Elon Musk’s proposed compensation package as CEO of Tesla Inc. (NASDAQ: TSLA) is drawing prominent criticism from some of the company’s largest and most influential investors, with Norway’s sovereign wealth fund leading the charge. Norges Bank Investment Management (NBIM), which oversees the Government Pension Fund Global, has publicly stated that it will vote against the nearly $1 trillion pay arrangement Musk could receive over a decade should the ambitious performance targets be met.
Norges Bank holds approximately a 1.14% stake in Tesla, valued at about $11.6 billion. In its public comments, NBIM acknowledged Musk’s significant impact on Tesla’s growth but expressed concern about the overall size of the award, dilution of shareholder value, and the lack of sufficient safeguards against “key person risk,” referring to the heavy reliance on Musk’s leadership. The fund emphasized that while it recognizes the value Musk brings, the scale of compensation raised governance issues in line with its views on executive pay.
This opposition joins a growing list of institutional investors and proxy advisory firms that have announced their intention to vote against the package. Proxy firms such as ISS and Glass Lewis have recommended shareholders reject the proposal, citing similar concerns around the compensation’s excessive size and potential impact on Tesla’s governance and shareholder value.

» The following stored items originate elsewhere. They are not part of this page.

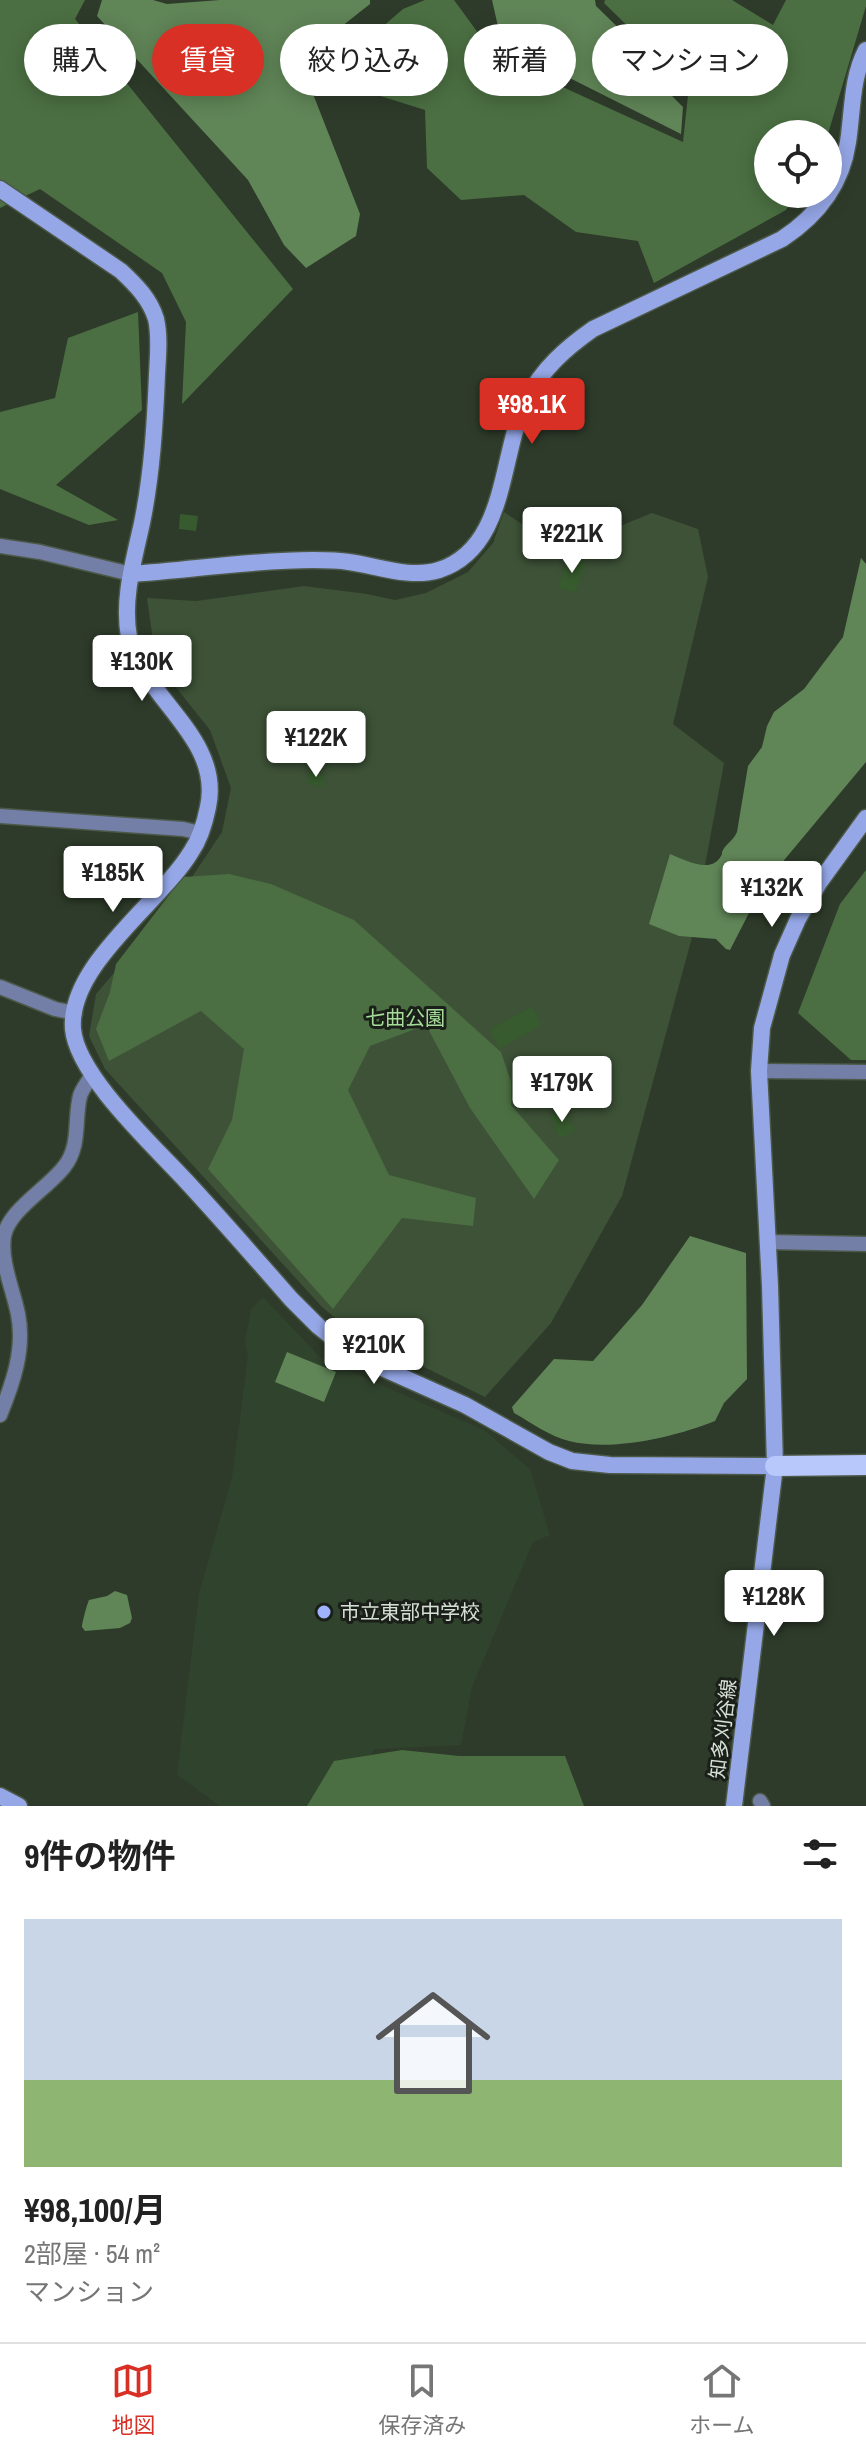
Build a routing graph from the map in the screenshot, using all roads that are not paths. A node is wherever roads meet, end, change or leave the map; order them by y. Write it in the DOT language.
graph roads {
  1 [pos="866,50"];
  2 [pos="0,189"];
  3 [pos="0,546"];
  4 [pos="131,574"];
  5 [pos="0,816"];
  6 [pos="866,818"];
  7 [pos="200,833"];
  8 [pos="0,987"];
  9 [pos="75,1013"];
  10 [pos="759,1071"];
  11 [pos="866,1072"];
  12 [pos="92,1075"];
  13 [pos="768,1242"];
  14 [pos="866,1244"];
  15 [pos="0,1415"];
  16 [pos="866,1465"];
  17 [pos="775,1466"];
  18 [pos="0,1796"];
  19 [pos="19,1806"];
  20 [pos="734,1806"];
  1 -- 4 [label="street"];
  2 -- 4 [label="street"];
  3 -- 4 [label="street"];
  4 -- 7 [label="street"];
  5 -- 7 [label="street"];
  6 -- 10 [label="street, 知多刈谷線"];
  7 -- 9 [label="street"];
  8 -- 9 [label="street"];
  9 -- 12 [label="street"];
  10 -- 11 [label="street"];
  10 -- 13 [label="street, 知多刈谷線"];
  12 -- 15 [label="street"];
  12 -- 17 [label="street"];
  13 -- 14 [label="street"];
  13 -- 17 [label="street, 知多刈谷線"];
  16 -- 17 [label="main road"];
  17 -- 20 [label="street, 知多刈谷線"];
  18 -- 19 [label="street"];
}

Other notable investors joining the “no” camp include members of the Take Back Tesla campaign, a coalition of labor unions and corporate accountability groups, who argue the pay package exemplifies excessive executive remuneration in contrast to workers’ wages and broader economic realities. Norges Bank also indicated it would vote against Tesla’s proposed general stock compensation plan, which benefits employees broadly but is seen as related to the CEO’s pay scheme.
On the other side, some investors such as Baron Capital Management support Musk’s pay, highlighting his pivotal role as Tesla’s visionary leader and the architect behind much of the company’s technological and market successes. CEO Elon Musk himself is Tesla’s largest individual shareholder, controlling nearly 16% of outstanding shares, aligning his interests with shareholders who want the company to continue ambitious growth.
Tesla’s board, including Chair Robyn Denholm, has urged shareholders to approve the package, warning that Musk’s departure over a failed vote could significantly impact the company’s future. The package’s milestones include Tesla reaching a market value of $8.5 trillion, a near six-fold increase from current levels, alongside targets for production and operating profit that together constitute a demanding growth agenda.
Musk’s compensation arrangement is structured around multiple tranches of stock awards triggered by hitting these performance goals. While the headline value approaches $1 trillion, analysts note that the net payout after necessary share purchases and other factors is estimated to be lower but still unprecedented for any CEO.
The debate over Musk’s pay package highlights broader questions about executive compensation in high-growth technology companies, shareholder rights, and governance standards. The shareholder vote, scheduled for this week’s annual meeting, will be closely watched as a bellwether for investor sentiment not just at Tesla but across similar disruptive firms.
For Norges Bank Investment Management and those aligned with its stance, this vote represents an opportunity to push for more tempered approaches to rewarding CEOs while maintaining dialogue with Tesla’s management to balance growth ambitions with responsible governance.
This significant investor protest underscores the evolving landscape of shareholder engagement where large institutional funds increasingly assert their preferences on issues extending beyond financial returns to encompass sustainability, governance, and fairness in executive pay structures.